▶ **Your objective**: Leave out the images and repeat every entry below exactly.

▶ **Working data**:
══════════

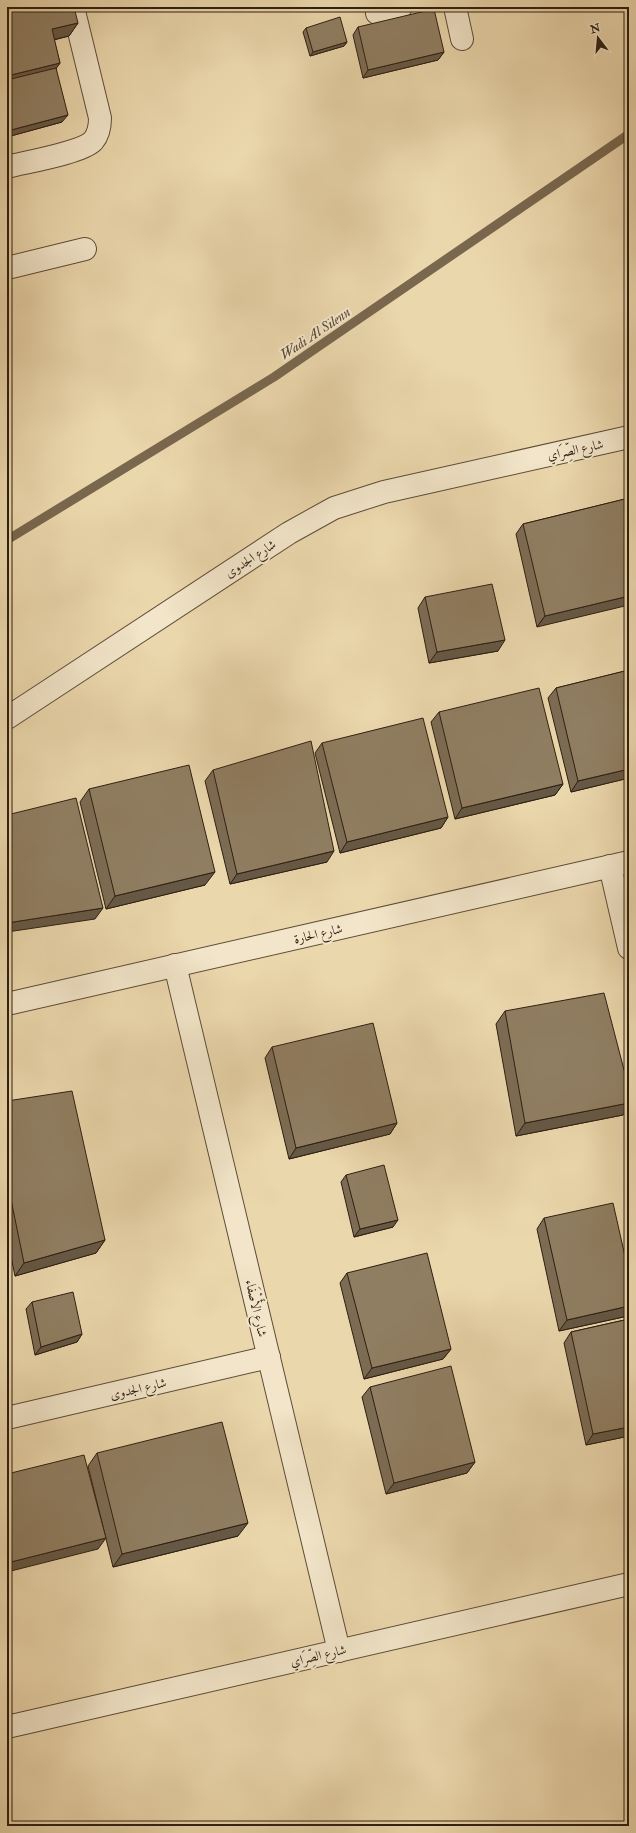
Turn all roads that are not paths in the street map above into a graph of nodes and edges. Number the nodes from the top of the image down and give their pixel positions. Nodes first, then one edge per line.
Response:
1 (73, 7) edge
2 (401, 7) edge
3 (456, 7) edge
4 (377, 13) dead end
5 (462, 38) dead end
6 (7, 167) edge
7 (85, 249) dead end
8 (7, 268) edge
9 (629, 437) edge
10 (521, 461) joint
11 (7, 718) edge
12 (619, 864) edge
13 (629, 948) edge
14 (176, 965) junction
15 (7, 1004) edge
16 (269, 1358) junction
17 (7, 1418) edge
18 (629, 1584) edge
19 (339, 1651) junction
20 (7, 1727) edge

1 - 6 street
2 - 4 street
3 - 5 street
7 - 8 street
9 - 10 street, شارع الصِّرَاي
10 - 11 street, شارع الجدوى
12 - 13 street
12 - 14 street, شارع الحارة
14 - 15 street, شارع الحارة
14 - 16 street, شارع الأَصْفَاء
16 - 17 street, شارع الجدوى
16 - 19 street, شارع الأَصْفَاء
18 - 19 street, شارع الصِّرَاي
19 - 20 street, شارع الصِّرَاي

══════════

▶ **Task solution**:
Turn all roads that are not paths in the street map above into a graph of nodes and edges. Number the nodes from the top of the image down and give their pixel positions. Nodes first, then one edge per line.
Response:
1 (73, 7) edge
2 (401, 7) edge
3 (456, 7) edge
4 (377, 13) dead end
5 (462, 38) dead end
6 (7, 167) edge
7 (85, 249) dead end
8 (7, 268) edge
9 (629, 437) edge
10 (521, 461) joint
11 (7, 718) edge
12 (619, 864) edge
13 (629, 948) edge
14 (176, 965) junction
15 (7, 1004) edge
16 (269, 1358) junction
17 (7, 1418) edge
18 (629, 1584) edge
19 (339, 1651) junction
20 (7, 1727) edge

1 - 6 street
2 - 4 street
3 - 5 street
7 - 8 street
9 - 10 street, شارع الصِّرَاي
10 - 11 street, شارع الجدوى
12 - 13 street
12 - 14 street, شارع الحارة
14 - 15 street, شارع الحارة
14 - 16 street, شارع الأَصْفَاء
16 - 17 street, شارع الجدوى
16 - 19 street, شارع الأَصْفَاء
18 - 19 street, شارع الصِّرَاي
19 - 20 street, شارع الصِّرَاي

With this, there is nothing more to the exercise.